Australian copper explorer Tethyan Copper has announced a new discovery on its Reko Diq property in western Pakistan, possibly with hopes of luring a white knight in its takeover battle with Hong Kong merchant bank Crosby Capital.
The new discovery, at Sor Baroot, 20 km west of the main Reko Diq copper-porphyry project, returned a 261-metre intersection with average grades of 0.34% copper and 0.19 gram gold per tonne. The intersection included a near-surface interval of 45 metres of oxide material, which graded 0.66% copper and 0.31 gram gold.
Three other holes on Sor Baroot intersected lower grades, one cutting 99 metres grading 0.29% copper, another 282 metres grading 0.15%, and the third 180 metres grading 0.12%. All carried low gold credits.
Crosby Capital has offered A64 per share for Tethyan, which values the company at A$101 million. Tethyan has asked shareholders to take no action on the offer. Since then the company has come out with a series of announcements about the project.
Drilling at the H8 copper target, Tethyan intersected significant widths of copper mineralization in twelve holes. Copper grades are generally in the 0.3% to 0.5% range, with gold credits mainly 0.1 to 0.25 grams per tonne. Tethyan is working on a resource estimate for H8.
H8 lies between the Tanjeel prospect (also called H4), where an indicated resource of 152 million tonnes grading 0.7% copper has been defined.
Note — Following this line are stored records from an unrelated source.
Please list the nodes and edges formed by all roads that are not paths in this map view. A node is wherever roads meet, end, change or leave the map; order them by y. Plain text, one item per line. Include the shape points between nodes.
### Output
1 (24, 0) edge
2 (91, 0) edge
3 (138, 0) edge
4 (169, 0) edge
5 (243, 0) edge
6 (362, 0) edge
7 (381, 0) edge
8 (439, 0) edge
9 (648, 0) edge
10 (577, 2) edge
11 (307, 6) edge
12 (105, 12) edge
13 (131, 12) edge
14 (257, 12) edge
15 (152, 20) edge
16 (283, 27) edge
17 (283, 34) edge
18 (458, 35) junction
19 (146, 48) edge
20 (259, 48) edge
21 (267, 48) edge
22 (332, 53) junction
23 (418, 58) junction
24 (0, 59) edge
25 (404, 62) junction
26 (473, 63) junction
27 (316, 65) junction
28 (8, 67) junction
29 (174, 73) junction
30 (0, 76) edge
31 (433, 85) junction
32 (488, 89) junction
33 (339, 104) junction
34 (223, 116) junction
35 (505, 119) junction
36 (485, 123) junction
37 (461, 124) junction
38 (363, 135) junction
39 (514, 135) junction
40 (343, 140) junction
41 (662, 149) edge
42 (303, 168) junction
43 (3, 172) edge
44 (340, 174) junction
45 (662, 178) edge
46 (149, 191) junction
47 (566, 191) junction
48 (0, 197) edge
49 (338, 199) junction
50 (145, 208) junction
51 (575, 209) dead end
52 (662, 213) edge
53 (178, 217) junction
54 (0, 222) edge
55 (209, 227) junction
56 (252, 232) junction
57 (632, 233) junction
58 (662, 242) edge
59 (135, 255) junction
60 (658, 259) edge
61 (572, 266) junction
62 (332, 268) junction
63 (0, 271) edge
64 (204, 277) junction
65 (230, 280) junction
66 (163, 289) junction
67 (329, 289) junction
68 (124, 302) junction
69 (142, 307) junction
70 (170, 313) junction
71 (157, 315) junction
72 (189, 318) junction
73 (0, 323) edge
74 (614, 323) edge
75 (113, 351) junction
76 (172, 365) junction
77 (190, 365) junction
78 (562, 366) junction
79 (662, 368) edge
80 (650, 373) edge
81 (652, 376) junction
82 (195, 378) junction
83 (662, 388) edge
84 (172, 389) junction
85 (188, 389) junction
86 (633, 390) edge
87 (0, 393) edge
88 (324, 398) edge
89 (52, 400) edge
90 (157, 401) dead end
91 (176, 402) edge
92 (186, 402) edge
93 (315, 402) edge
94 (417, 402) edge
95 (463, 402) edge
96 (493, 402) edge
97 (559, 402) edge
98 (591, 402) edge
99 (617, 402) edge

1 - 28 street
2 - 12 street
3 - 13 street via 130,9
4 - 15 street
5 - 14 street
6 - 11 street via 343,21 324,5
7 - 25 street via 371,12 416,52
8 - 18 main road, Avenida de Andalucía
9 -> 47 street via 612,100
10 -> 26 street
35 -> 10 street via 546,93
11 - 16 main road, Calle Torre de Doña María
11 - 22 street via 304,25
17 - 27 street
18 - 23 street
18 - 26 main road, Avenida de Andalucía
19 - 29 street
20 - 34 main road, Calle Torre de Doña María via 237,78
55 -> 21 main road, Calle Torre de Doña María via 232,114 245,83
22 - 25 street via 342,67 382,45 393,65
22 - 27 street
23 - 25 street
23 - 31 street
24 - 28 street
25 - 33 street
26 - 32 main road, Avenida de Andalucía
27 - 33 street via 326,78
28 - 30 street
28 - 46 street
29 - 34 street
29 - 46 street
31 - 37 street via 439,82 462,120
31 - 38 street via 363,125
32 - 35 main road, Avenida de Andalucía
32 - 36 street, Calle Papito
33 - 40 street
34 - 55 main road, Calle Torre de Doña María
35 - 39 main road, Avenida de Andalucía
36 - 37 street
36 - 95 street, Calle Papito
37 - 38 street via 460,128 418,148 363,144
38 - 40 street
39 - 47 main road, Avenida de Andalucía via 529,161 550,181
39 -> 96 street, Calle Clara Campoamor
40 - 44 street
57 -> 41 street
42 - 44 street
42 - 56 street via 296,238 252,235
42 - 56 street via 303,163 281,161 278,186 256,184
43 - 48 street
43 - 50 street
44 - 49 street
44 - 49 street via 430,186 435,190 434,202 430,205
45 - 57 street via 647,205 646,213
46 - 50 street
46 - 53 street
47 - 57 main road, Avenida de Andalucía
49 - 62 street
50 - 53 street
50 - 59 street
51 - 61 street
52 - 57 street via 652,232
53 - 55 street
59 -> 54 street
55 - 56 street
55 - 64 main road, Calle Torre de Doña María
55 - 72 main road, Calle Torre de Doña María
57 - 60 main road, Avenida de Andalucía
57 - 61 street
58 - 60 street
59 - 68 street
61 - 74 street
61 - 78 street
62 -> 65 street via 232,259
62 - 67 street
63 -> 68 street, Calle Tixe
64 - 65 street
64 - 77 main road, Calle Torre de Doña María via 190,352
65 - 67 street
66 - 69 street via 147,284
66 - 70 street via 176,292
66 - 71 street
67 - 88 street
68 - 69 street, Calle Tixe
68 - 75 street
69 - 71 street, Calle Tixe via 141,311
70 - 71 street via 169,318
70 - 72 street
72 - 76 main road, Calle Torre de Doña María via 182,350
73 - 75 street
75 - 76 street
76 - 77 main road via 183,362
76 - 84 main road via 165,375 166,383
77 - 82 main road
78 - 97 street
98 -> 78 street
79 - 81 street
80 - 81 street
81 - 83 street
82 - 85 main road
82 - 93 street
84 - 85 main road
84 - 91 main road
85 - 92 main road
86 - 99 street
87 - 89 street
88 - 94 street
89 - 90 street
Feasibility work has now identified a 129-million-tonne probable reserve that grades 0.7% copper.
An open pit at Tanjeel would be a starter project for a larger operation based on the property’s Western Porphyries, which have an inferred resource of 729 million tonnes running 0.64% copper and 0.39 gram gold per tonne.
Recent drilling at the Western Porphyries intersected 511 metres of mineralization with grades of 0.66% copper and 0.42 gram gold per tonne.
Tethyan has completed a 75% earn-in on the project from BHP Billiton (BHP-N).